Auch für Zeitkarteninhaber sind Regelungen getroffen: So werden beispielsweise Inhaber der BahnCard 100 mit 10 Euro in der 2. Klasse und 15 Euro in der 1. Klasse entschädigt.
Der Europäische Gerichtshof (EuGH) hat am 26. September 2013 darüber hinaus entschieden, dass Eisenbahnunternehmen auch dann nicht von der Pflicht zur Fahrpreiserstattung befreit sind, wenn die Verspätung durch höhere Gewalt, d. h. durch einen Orkan, einen Streik oder einen Unfall verursacht wurde.
Diese Regelung geht jedoch deutlich über Entschädigungsregelungen anderer Verkehrsträger hinaus.
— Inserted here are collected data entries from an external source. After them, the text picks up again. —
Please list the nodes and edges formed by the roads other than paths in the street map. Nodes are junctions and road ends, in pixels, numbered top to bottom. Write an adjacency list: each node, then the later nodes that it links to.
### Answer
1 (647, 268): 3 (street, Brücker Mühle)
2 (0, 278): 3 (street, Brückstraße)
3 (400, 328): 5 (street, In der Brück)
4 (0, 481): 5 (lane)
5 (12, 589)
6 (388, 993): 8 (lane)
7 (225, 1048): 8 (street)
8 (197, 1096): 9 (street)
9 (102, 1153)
Mit der Neufassung der Fahrgastrechte-Verordnung sollen daher Entschädigungsansprüche für Bahnkunden nun zumindest in Fällen „schlechter Witterungsbedingungen oder großer Naturkatastrophen“ eingeschränkt werden. Dies führt in der Folge leider zu einer deutlichen Verschlechterung des Verbraucherschutzniveaus. Außerdem sind die Begrifflichkeiten „schlechte Witterungsbedingungen oder große Naturkatastrophen“ in dem Verordnungsentwurf ungenügend definiert und lassen einen entsprechend großen Interpretationsspielraum zu.
Es besteht mit dieser Novellierung zudem ein erhebliches Risiko, dass Eisenbahnverkehrsunternehmen den Zugbetrieb sowohl zeitlich als geografisch in viel größerem Umfang einstellen, als aufgrund der Witterungsverhältnisse notwendig.
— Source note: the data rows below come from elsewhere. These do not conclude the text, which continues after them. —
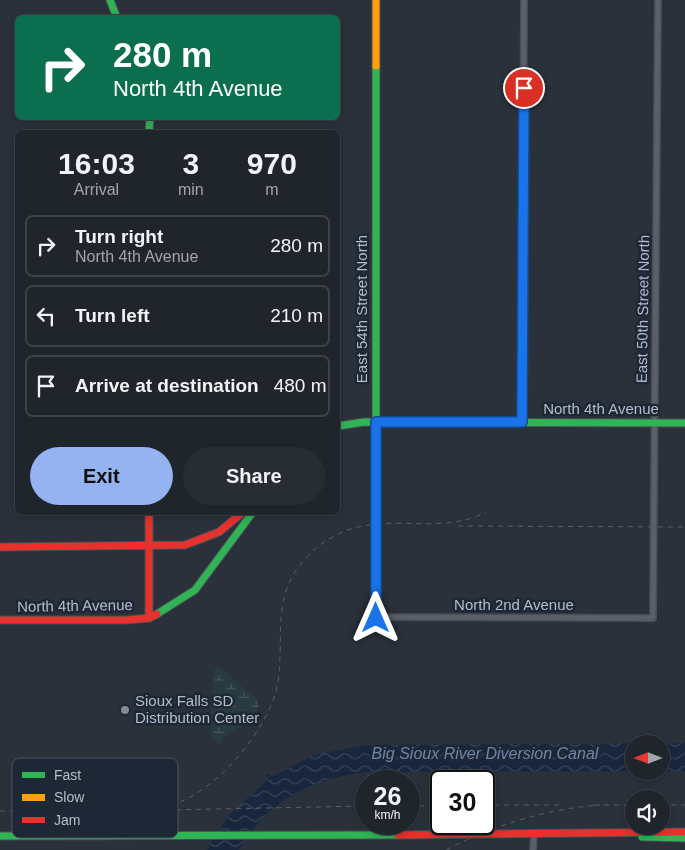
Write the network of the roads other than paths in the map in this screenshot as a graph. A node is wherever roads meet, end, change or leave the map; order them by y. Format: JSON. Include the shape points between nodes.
{"nodes":[{"id":1,"x":110,"y":0,"type":"edge"},
{"id":2,"x":376,"y":0,"type":"edge"},
{"id":3,"x":524,"y":0,"type":"edge"},
{"id":4,"x":658,"y":0,"type":"edge"},
{"id":5,"x":116,"y":15,"type":"edge"},
{"id":6,"x":376,"y":422,"type":"junction"},
{"id":7,"x":522,"y":422,"type":"junction"},
{"id":8,"x":654,"y":423,"type":"junction"},
{"id":9,"x":685,"y":423,"type":"edge"},
{"id":10,"x":340,"y":426,"type":"edge"},
{"id":11,"x":149,"y":515,"type":"edge"},
{"id":12,"x":239,"y":515,"type":"edge"},
{"id":13,"x":251,"y":515,"type":"edge"},
{"id":14,"x":0,"y":547,"type":"edge"},
{"id":15,"x":149,"y":547,"type":"junction"},
{"id":16,"x":149,"y":618,"type":"junction"},
{"id":17,"x":376,"y":618,"type":"joint"},
{"id":18,"x":652,"y":618,"type":"joint"},
{"id":19,"x":0,"y":620,"type":"edge"},
{"id":20,"x":685,"y":832,"type":"edge"},
{"id":21,"x":602,"y":834,"type":"junction"},
{"id":22,"x":178,"y":835,"type":"edge"},
{"id":23,"x":534,"y":835,"type":"junction"},
{"id":24,"x":685,"y":838,"type":"edge"},
{"id":25,"x":532,"y":850,"type":"edge"}],
"edges":[{"from":1,"to":5,"type":"street"},
{"from":2,"to":6,"type":"street","name":"East 54th Street North"},
{"from":3,"to":7,"type":"street"},
{"from":4,"to":8,"type":"street","name":"East 50th Street North"},
{"from":6,"to":7,"type":"street","name":"North 4th Avenue"},
{"from":6,"to":10,"type":"street","name":"North 4th Avenue"},
{"from":6,"to":17,"type":"street","name":"East 54th Street North"},
{"from":7,"to":8,"type":"street","name":"North 4th Avenue"},
{"from":8,"to":9,"type":"street","name":"North 4th Avenue"},
{"from":8,"to":18,"type":"street","name":"East 50th Street North"},
{"from":11,"to":15,"type":"street"},
{"from":12,"to":15,"type":"street","via":[[220,532],[203,540]]},
{"from":13,"to":16,"type":"street","name":"North 4th Avenue","via":[[195,590],[174,607]]},
{"from":14,"to":15,"type":"street"},
{"from":15,"to":16,"type":"street"},
{"from":16,"to":19,"type":"street","name":"North 4th Avenue"},
{"from":17,"to":18,"type":"street","name":"North 2nd Avenue"},
{"from":20,"to":21,"type":"street"},
{"from":21,"to":23,"type":"street"},
{"from":21,"to":24,"type":"street"},
{"from":22,"to":23,"type":"street"},
{"from":23,"to":25,"type":"street"}]}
Angesichts der Zunahme von Extremwetterereignissen würde z. B. die DB Netz AG indirekt sogar dafür belohnt, wenn sie zur Kostenreduzierung lediglich ein Minimalprogramm der Vegetationspflege entlang der Strecken umsetzt. Die letzten Orkane „Xavier“, „Herwart“ und „Friederike“ haben leider den akuten Handlungsbedarf in diesem Bereich gezeigt.
Ein Beispiel: Nachdem am Donnerstag, dem 5. Oktober 2017 der Betrieb u. a. auch auf der wichtigen Strecke Berlin—Hamburg infolge des Orkans „Xavier“ wegen des hohen Risikos für den Zugverkehr eingestellt worden war, standen beide Streckengleise wegen des umfangreichen Instandsetzungsaufwands erst am 11. Oktober wieder vollständig zur Verfügung. Derartige Zustände sind speziell bei überregional bedeutsamen Strecken inakzeptabel. Daher dürfen die Bahnunternehmen nicht aus der notwendigen Vorsorgeverantwortung entlassen werden. Auf die bisherige, praxisgerechte Regelung der Entschädigungsansprüche auch im Fall höherer Gewalt darf keinesfalls verzichtet werden!
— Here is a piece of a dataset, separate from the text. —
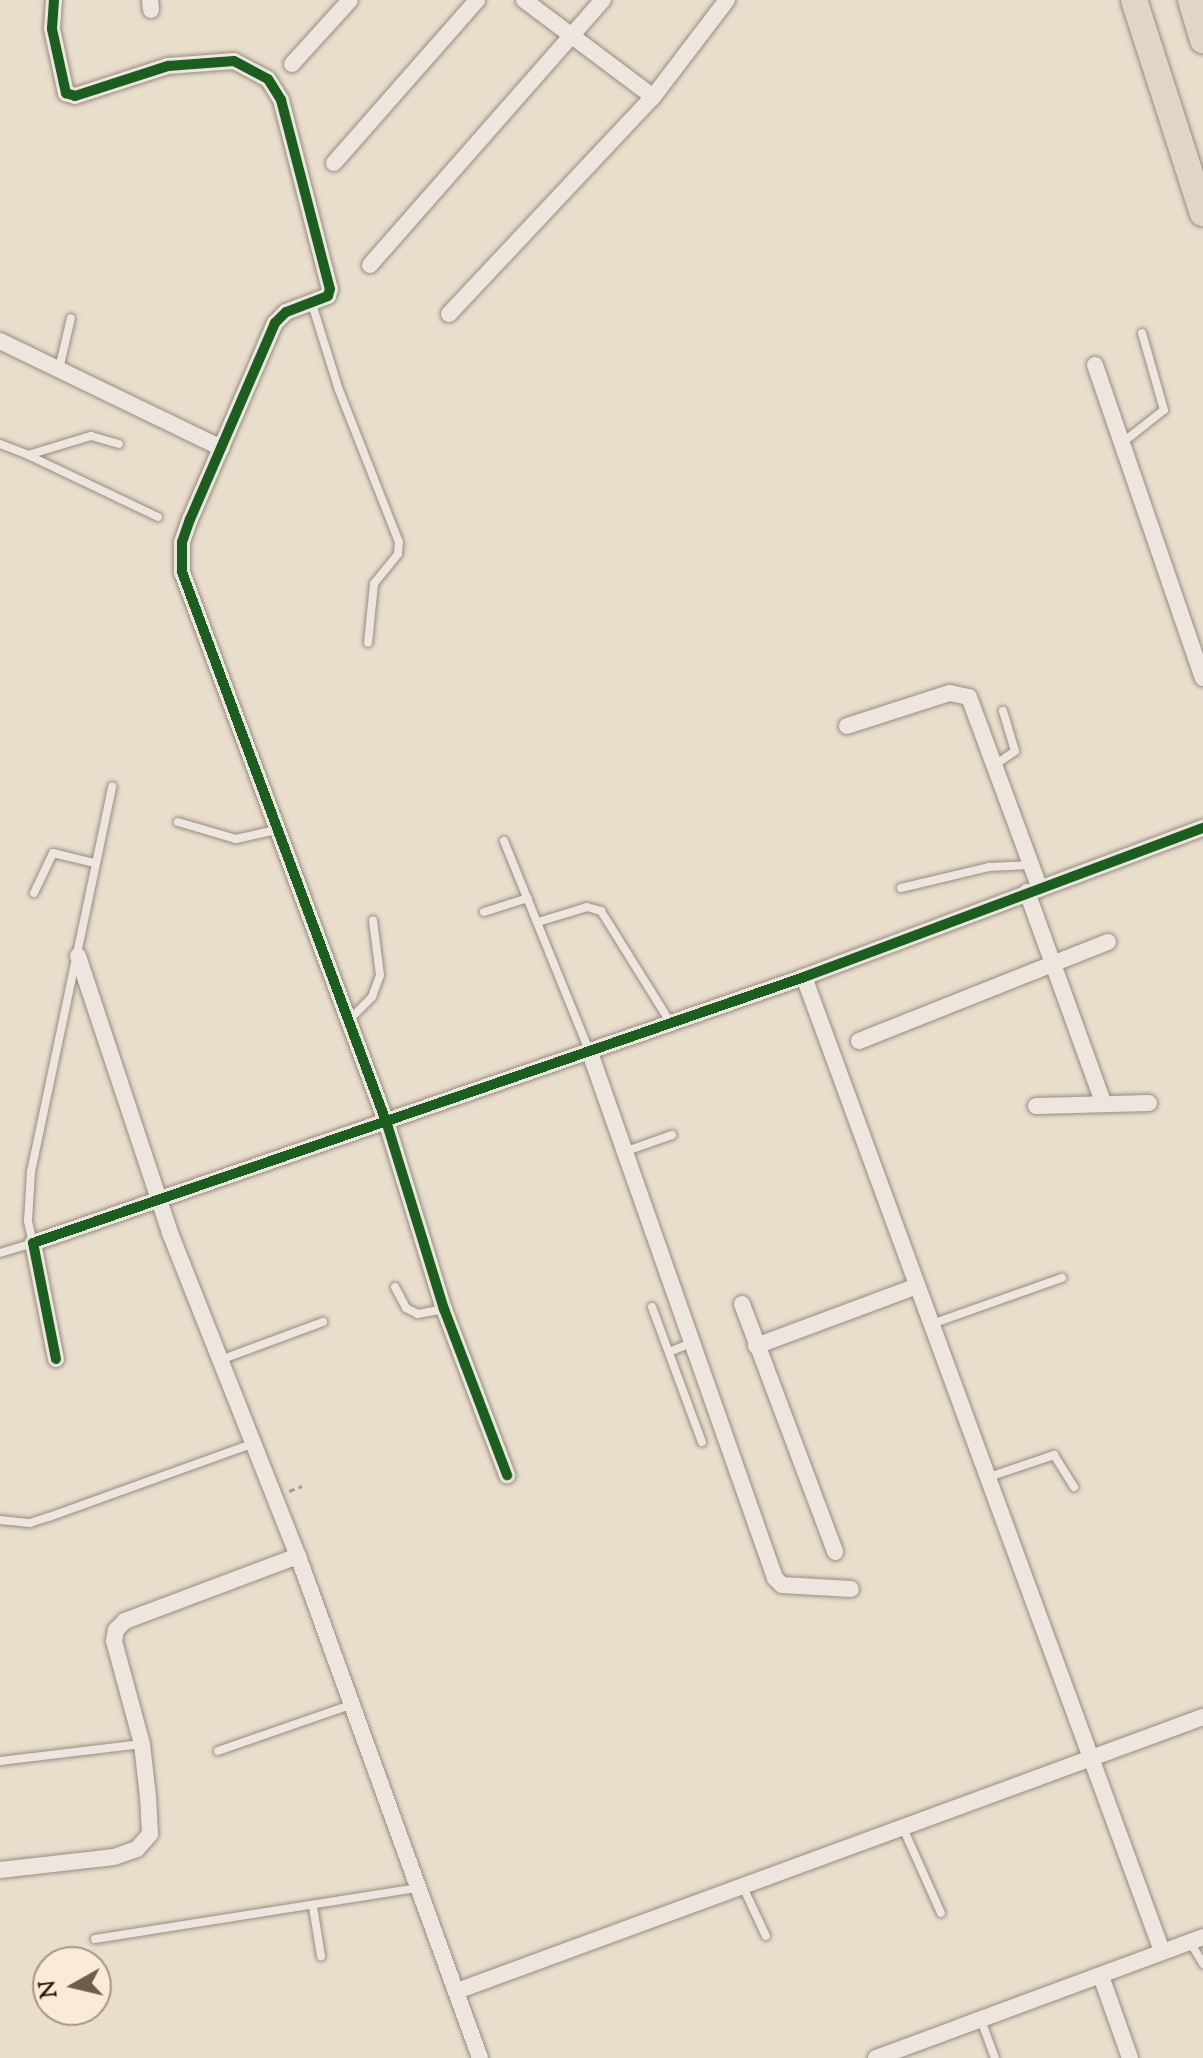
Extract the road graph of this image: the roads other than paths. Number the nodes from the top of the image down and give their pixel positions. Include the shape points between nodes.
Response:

Allerdings schwächt es ausgerechnet den klimaschonenden Verkehrsträger Schiene im intermodalen Wettbewerb, d. h. im Vergleich beispielsweise zu Fernbus oder Flugzeug, wenn entsprechende Regelungen – und damit auch Kosten – bei den konkurrierenden Verkehrsträgern fehlen. Dies bedarf der raschen Korrektur.
Anstatt die Entschädigungsansprüche für Bahnkunden zu reduzieren, muss die Europäische Kommission vielmehr dafür sorgen, dass endlich die Fahrgastrechte bei anderen Verkehrsträgern an das hohe Niveau des Eisenbahnverkehrs angeglichen werden! Wie unterschiedlich und damit wettbewerbsverzerrend die Entschädigungsregelungen derzeit sind, zeigt der Vergleich ausgewählter Einzelregelungen in der Tabelle auf Seite 29.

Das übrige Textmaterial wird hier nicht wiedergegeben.